Like many gardeners I have a seed collection scattered among drawers, boxes, envelopes, seed banks. Sometimes I come across seeds I forgot I had and oftentimes I find them after the seed sowing window has closed for the gardening season. This year I’ve decided to try to be more thoughtful about what I plant and have made myself a seed organizer to file away my seed packs. With this seed organizer I know where the seeds are when I’m looking for them, I’ve categorized them in a way that makes sense to me, and when I’m done I can just place the seed packs back in the organizer until I need them again. The best part is that the seed organizer cost me $2.00 to make.
My seed organizer is made out of a plastic shoebox from the 99 cent store, some pieces of cardboard, and scrap craft paper. The five dividers organize my seed collection into annuals, perennials, vegetables, herbs, vines and exotic seeds.
I started out by tracing the outline of the plastic shoebox on a piece of cardboard using a thick, black marker. Next, I used a sharp blade to cut inside the lines, extracting the shape I needed. It is important to cut inside the line as your divider needs to be slightly smaller than the shoebox to fit properly.
For this seed organizer I created the divider out of scrap cardboard but you can use foam board. To hide the cardboard or rough edges of the foam board you can wrap the divider in paper like so.
Depending on the size of your seed collection you may want to make more dividers than I did. A small seed collection may benefit from several alphabetized dividers. Gardeners with a large stash of seeds may benefit from making two homemade seed organizers, and dedicating one to flower seeds and another to vegetable seeds. Take the idea and adapt it to your needs.

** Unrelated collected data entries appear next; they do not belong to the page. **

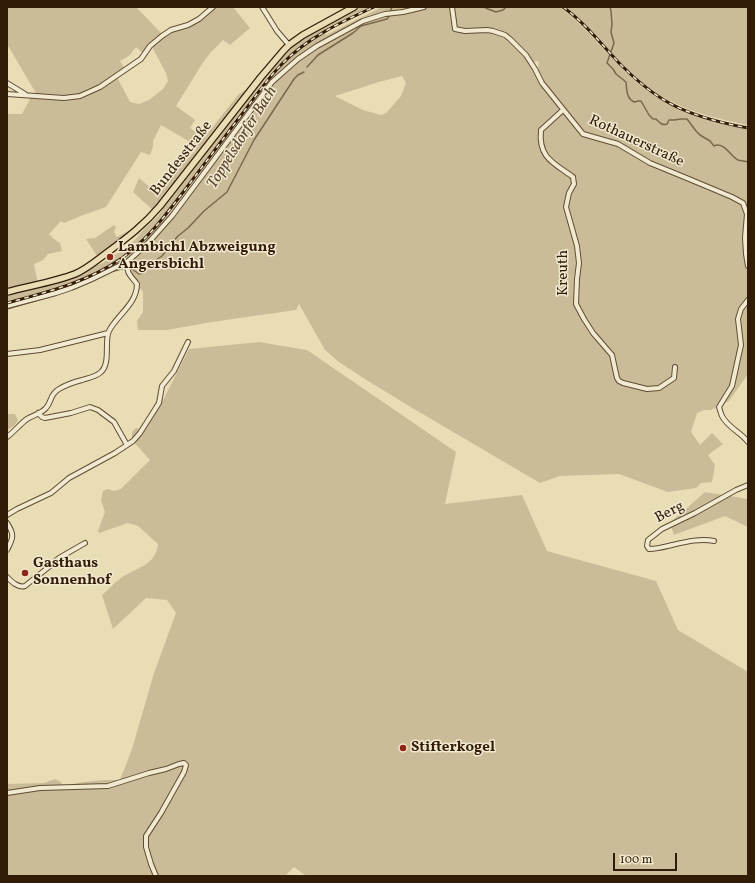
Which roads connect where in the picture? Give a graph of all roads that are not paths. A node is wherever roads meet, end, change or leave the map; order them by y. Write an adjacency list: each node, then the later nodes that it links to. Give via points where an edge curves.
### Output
1 (213, 7): 9 (street, via 199,19 162,36 150,46 138,62 100,87 80,96 64,98)
2 (262, 7): 6 (street)
3 (354, 7): 6 (main road, Bundesstraße)
4 (424, 7): 12 (street, via 387,13 363,21 317,46 279,75 172,216)
5 (452, 7): 10 (street, Rothauerstraße, via 455,29 493,31 510,39 526,55 542,83)
6 (289, 45): 14 (main road, Bundesstraße, via 160,206 136,231 79,272)
7 (7, 83): 9 (street)
8 (7, 94): 9 (street)
9 (27, 95)
10 (563, 110): 11 (street, Rothauerstraße, via 583,134 618,144 650,163 743,203 747,214 745,238); 20 (street, Kreuth, via 541,130 540,136 546,156 573,177 574,184 566,207 579,263 576,304 593,333 612,355 619,381 647,388 659,388 674,378)
11 (748, 260): 13 (street, Rothauerstraße)
12 (127, 262): 16 (street, via 71,288); 17 (street, via 128,273 137,284 136,291)
13 (748, 266)
14 (7, 292)
15 (748, 300): 23 (street, via 738,319 741,345 732,386 719,407 721,416)
16 (7, 306)
17 (108, 333): 19 (street, via 40,350); 21 (street, via 106,364 102,372 58,390 52,394 47,407)
18 (188, 342): 24 (street, via 174,371 162,386 159,403 140,433)
19 (7, 354)
20 (675, 367)
21 (38, 414): 22 (street, via 24,421); 24 (street, via 45,418 88,407 94,408 114,422)
22 (7, 438)
23 (748, 442)
24 (127, 445): 26 (street, via 69,478 51,493)
25 (748, 485): 28 (street, Berg, via 662,529 648,540 647,546 654,549 686,542)
26 (7, 515)
27 (7, 523): 30 (street, via 13,538)
28 (714, 541)
29 (85, 543): 31 (street, via 59,558 25,586 20,587)
30 (7, 550)
31 (7, 577)
32 (7, 793): 33 (street, via 40,788 108,786 184,763 184,772 146,836 146,847)
33 (156, 876)

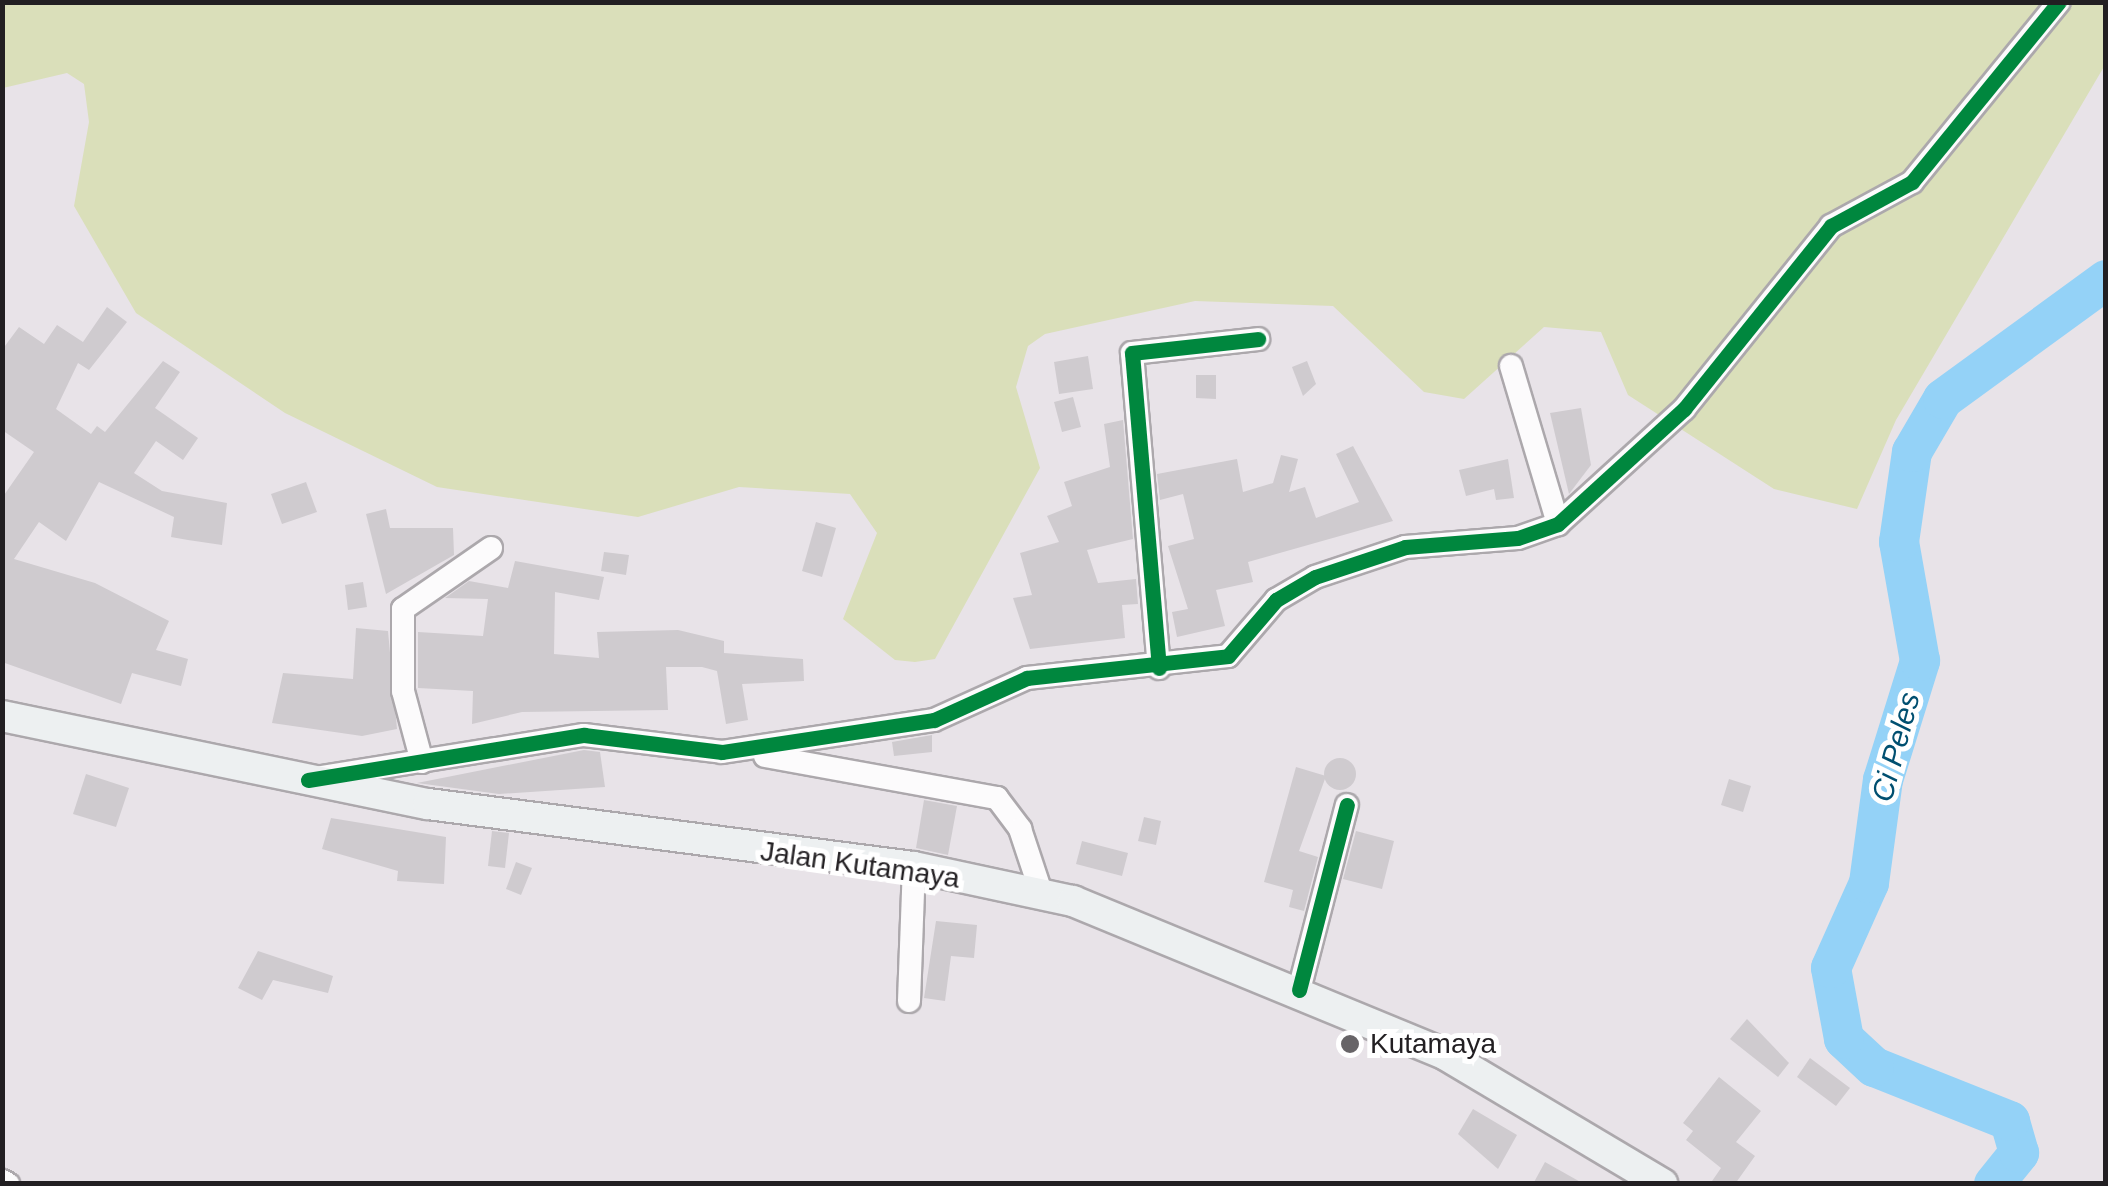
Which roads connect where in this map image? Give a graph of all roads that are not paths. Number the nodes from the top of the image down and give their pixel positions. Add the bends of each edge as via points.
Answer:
1 (2059, 2) edge
2 (1258, 339) dead end
3 (1511, 366) dead end
4 (1558, 524) junction
5 (491, 548) dead end
6 (1159, 668) junction
7 (2, 716) edge
8 (722, 752) junction
9 (422, 762) junction
10 (308, 780) junction
11 (1347, 805) dead end
12 (914, 867) junction
13 (1042, 895) junction
14 (1298, 990) junction
15 (909, 1000) dead end
16 (1662, 1184) edge

1 - 4 street via 1912,182 1830,226 1684,409
2 - 6 street via 1132,353
3 - 4 street
4 - 6 street via 1518,538 1405,547 1315,577 1276,600 1228,656
5 - 9 street via 403,609 403,691
6 - 8 street via 1027,678 934,720
7 - 10 main road, Jalan Kutamaya
8 - 9 street via 618,734
8 - 13 street via 998,798 1020,829
9 - 10 street
10 - 12 main road, Jalan Kutamaya via 428,804
11 - 14 street
12 - 13 main road, Jalan Kutamaya
12 - 15 street
13 - 14 main road, Jalan Kutamaya
14 - 16 main road, Jalan Kutamaya via 1446,1055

Make a seed organizer today to keep your seeds in a place where you’ll have easy access to them as you begin or continue sowing seeds for your garden. For an hour's worth of work and $2.00 I'm pretty happy with my homemade seed organizer. It is a lot less expensive than comparable seed organizers on the market. I can’t believe that it has taken me this many years to realize the benefit of keeping seeds in one easy to find location. Hopefully I can continue to stay organized because my seed collection is expanding and I need to use seeds before they lose viability. When you make your own organizer to file your seeds make sure to leave some room to keep your homemade plant labels and tags in it too. The seed organizer's portability should also come in handy the next time I attend a seed swap or need to carry my seed collection to a school garden to help start a seed library.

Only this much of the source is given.